▶ _Work order_
What is needed is a faithful copy of all the entries, with no pictures in it.

#### Supplied material ####

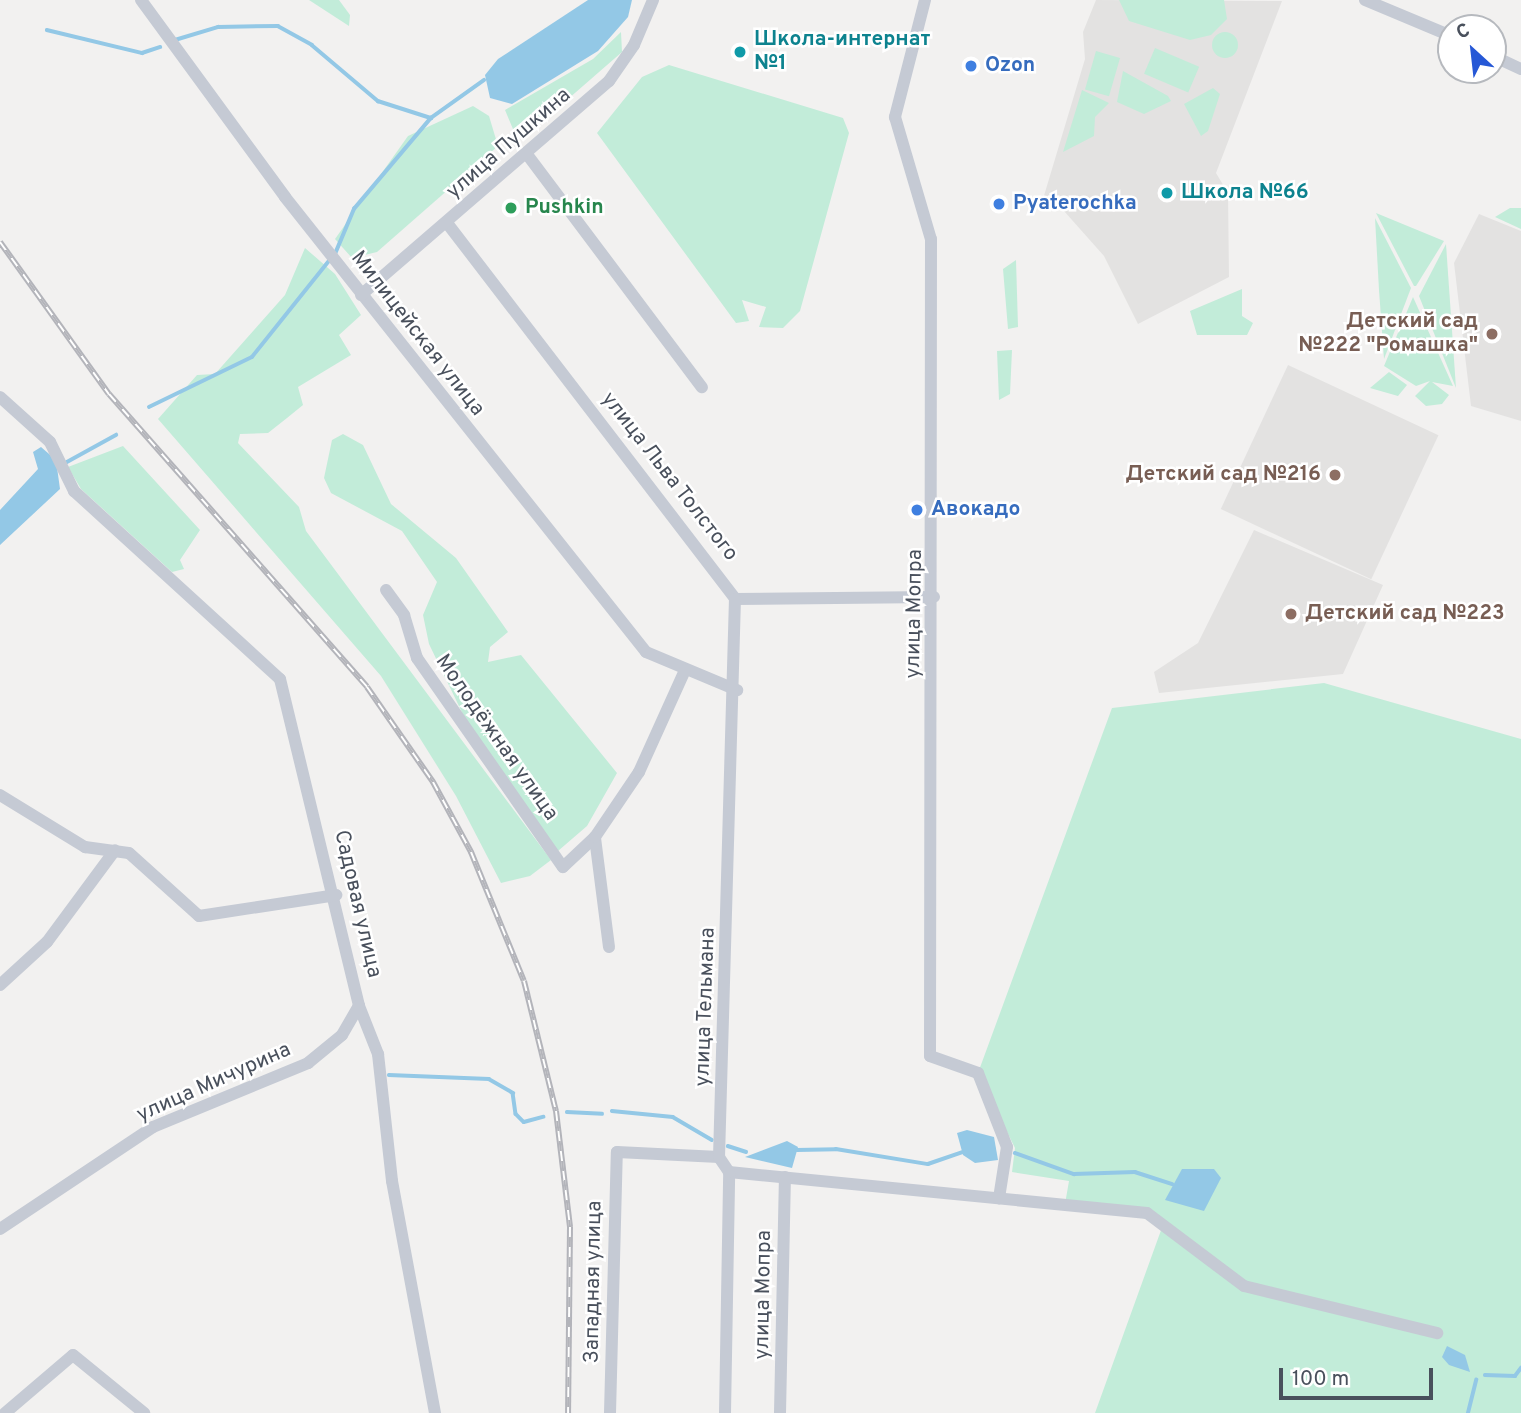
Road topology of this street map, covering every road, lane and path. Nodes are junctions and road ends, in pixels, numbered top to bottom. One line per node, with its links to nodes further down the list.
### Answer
1 (141, 0): 9 (street, Милицейская улица)
2 (653, 0): 7 (street, улица Пушкина)
3 (925, 0): 13 (street, улица Мопра)
4 (1365, 0): 5 (street)
5 (1387, 4): 6 (street)
6 (1437, 29)
7 (529, 157): 8 (street, улица Пушкина); 10 (street)
8 (447, 223): 9 (street, улица Пушкина); 14 (street, улица Льва Толстого)
9 (361, 295): 15 (street, Милицейская улица)
10 (702, 387)
11 (0, 397): 20 (street, Садовая улица)
12 (386, 590): 18 (street, Молодёжная улица)
13 (934, 597): 14 (street); 27 (street, улица Мопра)
14 (736, 599): 16 (street, улица Тельмана)
15 (685, 670): 16 (street, Милицейская улица); 18 (street)
16 (737, 690): 24 (street, улица Тельмана)
17 (0, 795): 19 (street)
18 (595, 837): 21 (street)
19 (115, 850): 20 (street); 22 (street)
20 (336, 895): 23 (street, Садовая улица)
21 (609, 947)
22 (0, 985)
23 (359, 1006): 28 (street, улица Мичурина); 32 (street, Садовая улица)
24 (719, 1157): 25 (street); 33 (street, Западная улица)
25 (729, 1172): 26 (street); 34 (street)
26 (785, 1177): 27 (street); 35 (street, улица Мопра)
27 (999, 1198): 29 (street)
28 (0, 1229)
29 (1437, 1333)
30 (5, 1413): 31 (street)
31 (144, 1413)
32 (435, 1413)
33 (610, 1413)
34 (725, 1413)
35 (780, 1413)

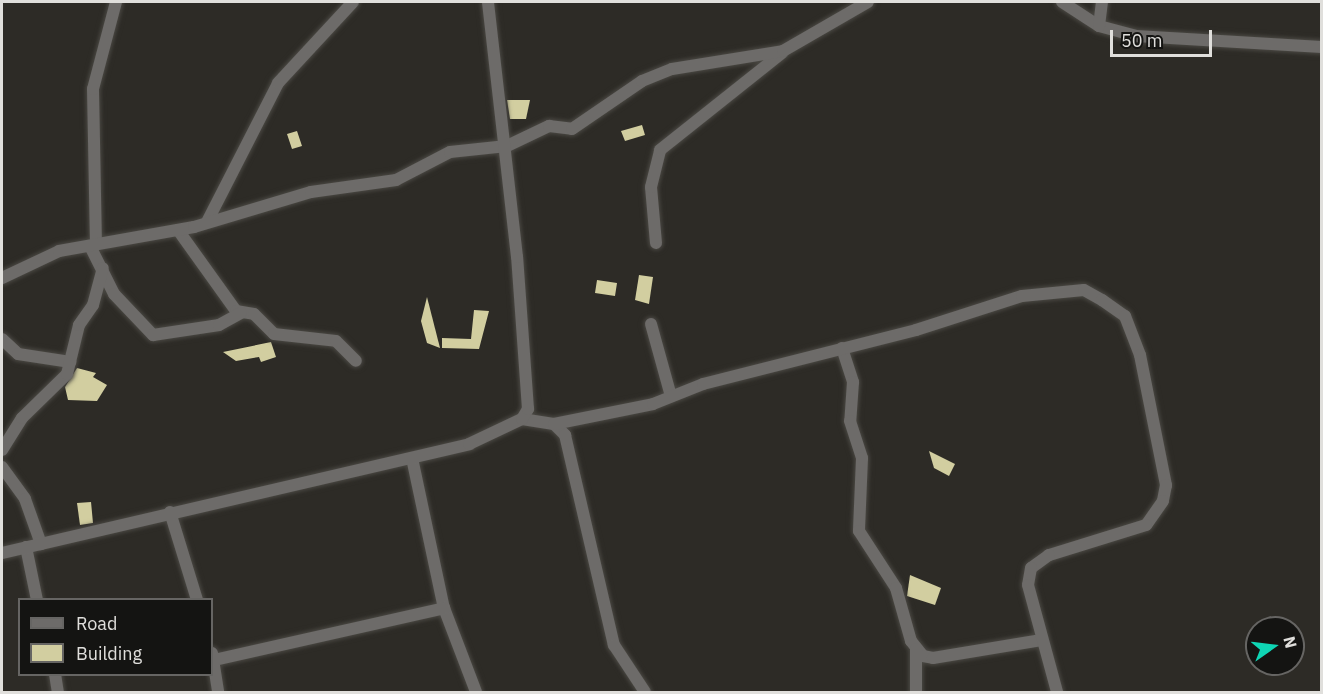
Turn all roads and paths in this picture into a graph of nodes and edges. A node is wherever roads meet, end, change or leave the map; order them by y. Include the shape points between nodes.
1 (116, 2) edge
2 (353, 2) edge
3 (488, 2) edge
4 (868, 2) edge
5 (1062, 2) edge
6 (1102, 2) edge
7 (1099, 26) junction
8 (1322, 47) edge
9 (783, 51) junction
10 (507, 146) junction
11 (207, 222) junction
12 (178, 230) junction
13 (656, 243) dead end
14 (93, 246) junction
15 (103, 268) junction
16 (2, 278) edge
17 (241, 314) junction
18 (651, 324) dead end
19 (2, 339) edge
20 (842, 348) junction
21 (356, 361) dead end
22 (70, 362) junction
23 (671, 396) junction
24 (522, 418) junction
25 (554, 424) junction
26 (2, 450) edge
27 (412, 458) junction
28 (2, 467) edge
29 (170, 512) junction
30 (41, 544) junction
31 (26, 547) junction
32 (2, 553) edge
33 (37, 598) edge
34 (196, 598) edge
35 (444, 608) junction
36 (1042, 640) junction
37 (916, 648) junction
38 (213, 656) edge
39 (55, 676) edge
40 (58, 693) edge
41 (218, 693) edge
42 (476, 693) edge
43 (645, 693) edge
44 (916, 693) edge
45 (1057, 693) edge

1 - 14 street via 93,89
2 - 11 street via 278,83
3 - 10 street
4 - 9 street
5 - 7 street
6 - 7 street
7 - 8 street via 1136,36
9 - 10 street via 672,69 610,100 578,126 549,126
9 - 13 street via 660,150 651,187
10 - 11 street via 450,152 396,180 311,192
10 - 24 street via 528,409
11 - 12 street
12 - 14 street
12 - 17 street
14 - 15 street
14 - 16 street via 59,251
15 - 17 street via 129,314 153,335 224,324
15 - 22 street
17 - 21 street via 254,314 274,334 336,341
18 - 23 street
19 - 22 street via 18,354
20 - 23 street
20 - 36 street via 1059,290 1084,290 1125,316 1149,381 1164,467 1163,501 1146,525 1049,555 1031,568 1028,585
20 - 37 street via 854,382 850,421 862,458 859,531 896,588
22 - 26 street via 64,379 22,418
23 - 25 street
24 - 25 street
24 - 27 street via 495,435
25 - 43 street via 565,435 576,474 614,645
27 - 29 street
27 - 35 street
28 - 30 street via 25,499
29 - 30 street
29 - 34 street
30 - 31 street
31 - 32 street
31 - 33 street
35 - 38 street
35 - 42 street
36 - 37 street via 933,658
36 - 45 street
37 - 44 street
38 - 41 street
39 - 40 street

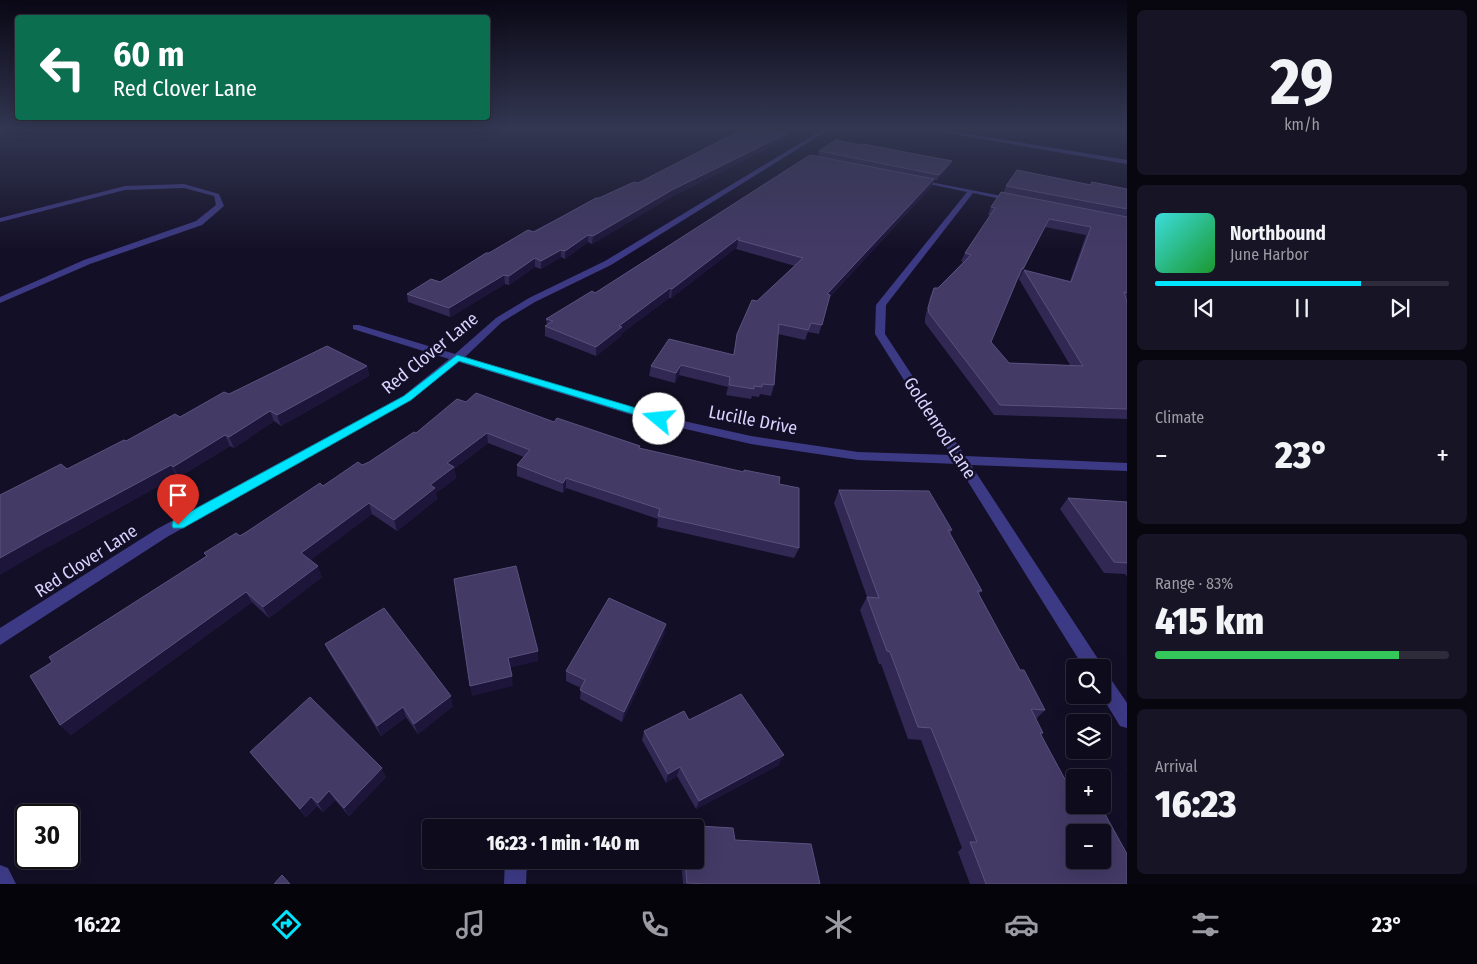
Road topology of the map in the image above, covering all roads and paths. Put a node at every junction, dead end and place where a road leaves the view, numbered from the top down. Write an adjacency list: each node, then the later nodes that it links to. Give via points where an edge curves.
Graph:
1 (769, 168): 8 (street, Red Clover Lane, via 608,263 499,320)
2 (913, 180): 3 (street)
3 (971, 191): 4 (street); 9 (street, Goldenrod Lane, via 881,305 880,334)
4 (1020, 201)
5 (0, 220): 6 (street, via 125,188 184,186 217,195 220,206 199,223 87,262)
6 (0, 300)
7 (356, 327): 8 (street, Lucille Drive)
8 (457, 358): 9 (street, Lucille Drive, via 659,419 751,440 858,456); 11 (street, Red Clover Lane, via 407,398 162,534)
9 (961, 460): 10 (street, Lucille Drive); 12 (street, Goldenrod Lane)
10 (1127, 468)
11 (0, 637)
12 (1088, 659)
13 (1111, 695): 14 (street)
14 (1127, 719)
15 (516, 869): 18 (street)
16 (0, 876): 17 (street)
17 (5, 884)
18 (515, 884)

####

▶ _Task response_
Road topology of this street map, covering every road, lane and path. Nodes are junctions and road ends, in pixels, numbered top to bottom. One line per node, with its links to nodes further down the list.
### Answer
1 (141, 0): 9 (street, Милицейская улица)
2 (653, 0): 7 (street, улица Пушкина)
3 (925, 0): 13 (street, улица Мопра)
4 (1365, 0): 5 (street)
5 (1387, 4): 6 (street)
6 (1437, 29)
7 (529, 157): 8 (street, улица Пушкина); 10 (street)
8 (447, 223): 9 (street, улица Пушкина); 14 (street, улица Льва Толстого)
9 (361, 295): 15 (street, Милицейская улица)
10 (702, 387)
11 (0, 397): 20 (street, Садовая улица)
12 (386, 590): 18 (street, Молодёжная улица)
13 (934, 597): 14 (street); 27 (street, улица Мопра)
14 (736, 599): 16 (street, улица Тельмана)
15 (685, 670): 16 (street, Милицейская улица); 18 (street)
16 (737, 690): 24 (street, улица Тельмана)
17 (0, 795): 19 (street)
18 (595, 837): 21 (street)
19 (115, 850): 20 (street); 22 (street)
20 (336, 895): 23 (street, Садовая улица)
21 (609, 947)
22 (0, 985)
23 (359, 1006): 28 (street, улица Мичурина); 32 (street, Садовая улица)
24 (719, 1157): 25 (street); 33 (street, Западная улица)
25 (729, 1172): 26 (street); 34 (street)
26 (785, 1177): 27 (street); 35 (street, улица Мопра)
27 (999, 1198): 29 (street)
28 (0, 1229)
29 (1437, 1333)
30 (5, 1413): 31 (street)
31 (144, 1413)
32 (435, 1413)
33 (610, 1413)
34 (725, 1413)
35 (780, 1413)

Turn all roads and paths in this picture into a graph of nodes and edges. A node is wherever roads meet, end, change or leave the map; order them by y. Include the shape points between nodes.
1 (116, 2) edge
2 (353, 2) edge
3 (488, 2) edge
4 (868, 2) edge
5 (1062, 2) edge
6 (1102, 2) edge
7 (1099, 26) junction
8 (1322, 47) edge
9 (783, 51) junction
10 (507, 146) junction
11 (207, 222) junction
12 (178, 230) junction
13 (656, 243) dead end
14 (93, 246) junction
15 (103, 268) junction
16 (2, 278) edge
17 (241, 314) junction
18 (651, 324) dead end
19 (2, 339) edge
20 (842, 348) junction
21 (356, 361) dead end
22 (70, 362) junction
23 (671, 396) junction
24 (522, 418) junction
25 (554, 424) junction
26 (2, 450) edge
27 (412, 458) junction
28 (2, 467) edge
29 (170, 512) junction
30 (41, 544) junction
31 (26, 547) junction
32 (2, 553) edge
33 (37, 598) edge
34 (196, 598) edge
35 (444, 608) junction
36 (1042, 640) junction
37 (916, 648) junction
38 (213, 656) edge
39 (55, 676) edge
40 (58, 693) edge
41 (218, 693) edge
42 (476, 693) edge
43 (645, 693) edge
44 (916, 693) edge
45 (1057, 693) edge

1 - 14 street via 93,89
2 - 11 street via 278,83
3 - 10 street
4 - 9 street
5 - 7 street
6 - 7 street
7 - 8 street via 1136,36
9 - 10 street via 672,69 610,100 578,126 549,126
9 - 13 street via 660,150 651,187
10 - 11 street via 450,152 396,180 311,192
10 - 24 street via 528,409
11 - 12 street
12 - 14 street
12 - 17 street
14 - 15 street
14 - 16 street via 59,251
15 - 17 street via 129,314 153,335 224,324
15 - 22 street
17 - 21 street via 254,314 274,334 336,341
18 - 23 street
19 - 22 street via 18,354
20 - 23 street
20 - 36 street via 1059,290 1084,290 1125,316 1149,381 1164,467 1163,501 1146,525 1049,555 1031,568 1028,585
20 - 37 street via 854,382 850,421 862,458 859,531 896,588
22 - 26 street via 64,379 22,418
23 - 25 street
24 - 25 street
24 - 27 street via 495,435
25 - 43 street via 565,435 576,474 614,645
27 - 29 street
27 - 35 street
28 - 30 street via 25,499
29 - 30 street
29 - 34 street
30 - 31 street
31 - 32 street
31 - 33 street
35 - 38 street
35 - 42 street
36 - 37 street via 933,658
36 - 45 street
37 - 44 street
38 - 41 street
39 - 40 street

Road topology of the map in the image above, covering all roads and paths. Put a node at every junction, dead end and place where a road leaves the view, numbered from the top down. Write an adjacency list: each node, then the later nodes that it links to. Give via points where an edge curves.
Graph:
1 (769, 168): 8 (street, Red Clover Lane, via 608,263 499,320)
2 (913, 180): 3 (street)
3 (971, 191): 4 (street); 9 (street, Goldenrod Lane, via 881,305 880,334)
4 (1020, 201)
5 (0, 220): 6 (street, via 125,188 184,186 217,195 220,206 199,223 87,262)
6 (0, 300)
7 (356, 327): 8 (street, Lucille Drive)
8 (457, 358): 9 (street, Lucille Drive, via 659,419 751,440 858,456); 11 (street, Red Clover Lane, via 407,398 162,534)
9 (961, 460): 10 (street, Lucille Drive); 12 (street, Goldenrod Lane)
10 (1127, 468)
11 (0, 637)
12 (1088, 659)
13 (1111, 695): 14 (street)
14 (1127, 719)
15 (516, 869): 18 (street)
16 (0, 876): 17 (street)
17 (5, 884)
18 (515, 884)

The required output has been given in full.